GEN 2:1 Thus the heavens and the earth were completed, and all their hosts.
GEN 2:2 And by the seventh day God completed His work which He had done; and He rested on the seventh day from all His work which He had done.
GEN 2:3 Then God blessed the seventh day and sanctified it, because in it He rested from all His work which God had created and made.

Therefore, all that has gone before in chapter one is summarized at this point. Then, beginning in verse four of chapter two, Moses turns his attention to the special creation of man and woman (on the sixth day) and the special environment into which they were placed, the Garden of Eden.
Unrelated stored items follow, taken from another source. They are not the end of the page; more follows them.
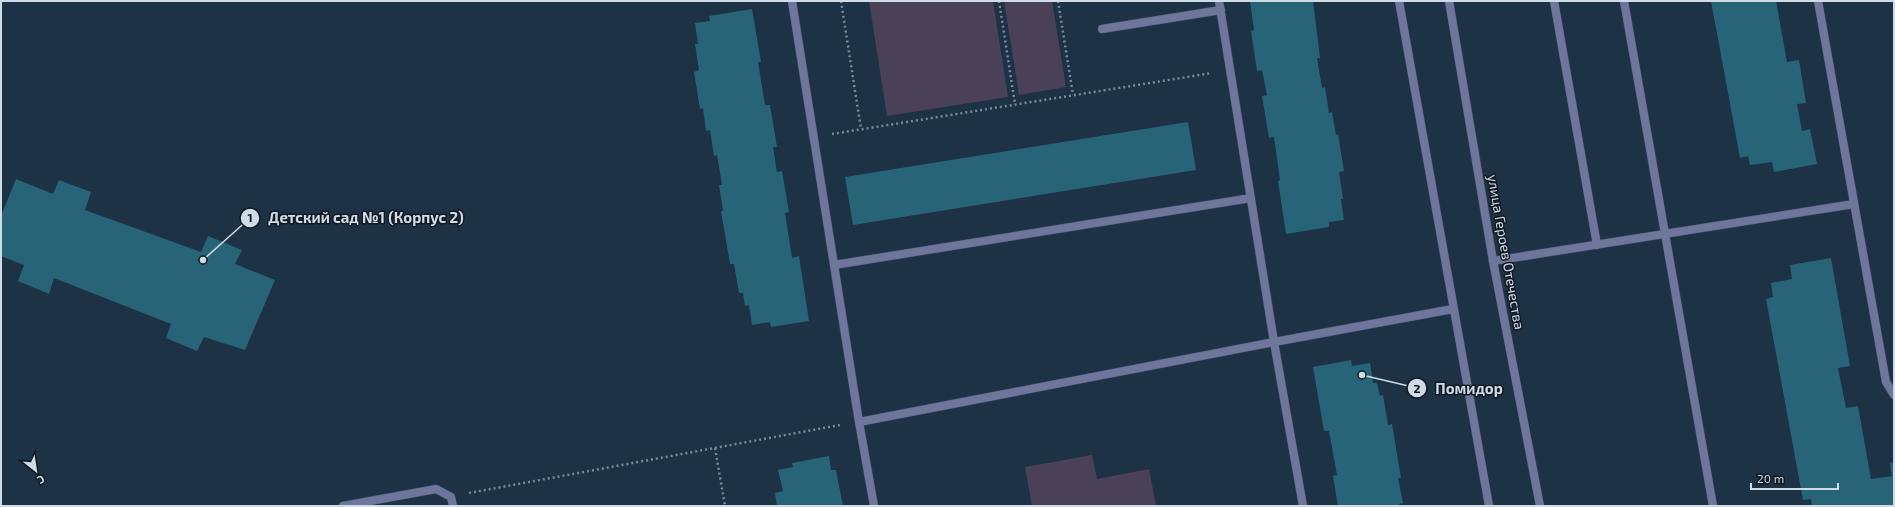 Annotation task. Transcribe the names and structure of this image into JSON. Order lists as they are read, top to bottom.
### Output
{
  "streets": {
    "street": ["улица Героев Отечества"]
  },
  "places": ["Детский сад №1 (Корпус 2)", "Помидор"],
  "scale_bar": "20 m",
  "north": "bottom right"
} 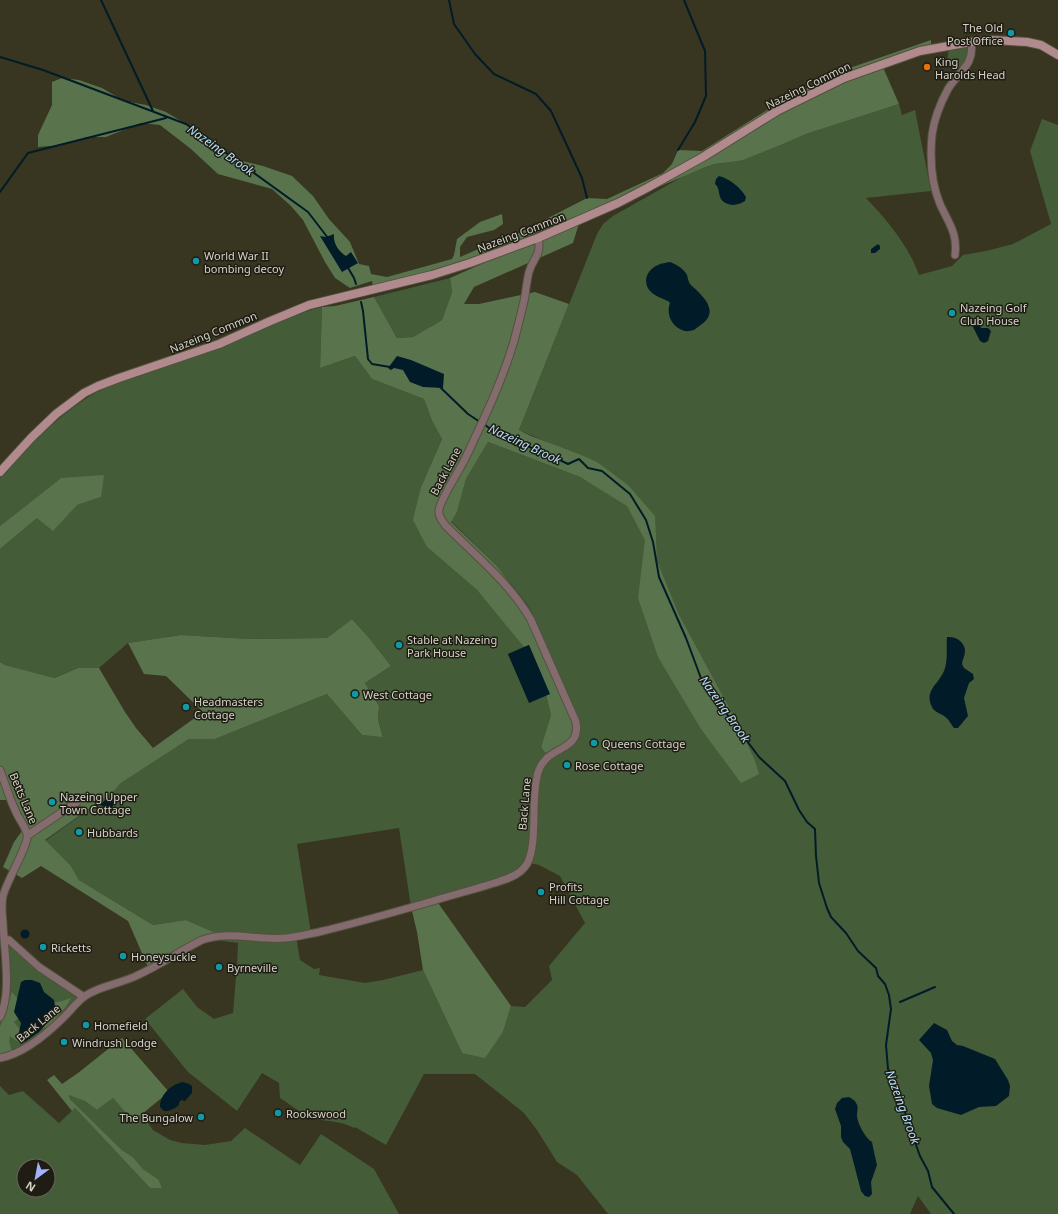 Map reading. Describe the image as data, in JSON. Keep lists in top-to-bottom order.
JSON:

Not only does he describe how humanity was created, but also the special relationship that man and woman were to have with each other and also their relationship with God, to be maintained by the keeping of His law.

GEN 2:4 ¶ This is the account of the heavens and the earth when they were created, in the day that the Lord God made earth and heaven.
GEN 2:5 Now no shrub of the field was yet in the earth, and no plant of the field had yet sprouted, for the Lord God had not sent rain upon the earth; and there was no man to cultivate the ground.
GEN 2:6 But a mist used to rise from the earth and water the whole surface of the ground.
GEN 2:7 Then the Lord God formed man of dust from the ground, and breathed into his nostrils the breath of life; and man became a living being.
GEN 2:8 And the Lord God planted a garden toward the east, in Eden; and there He placed the man whom He had formed.
GEN 2:9 And out of the ground the Lord God caused to grow every tree that is pleasing to the sight and good for food; the tree of life also in the midst of the garden, and the tree of the knowledge of good and evil.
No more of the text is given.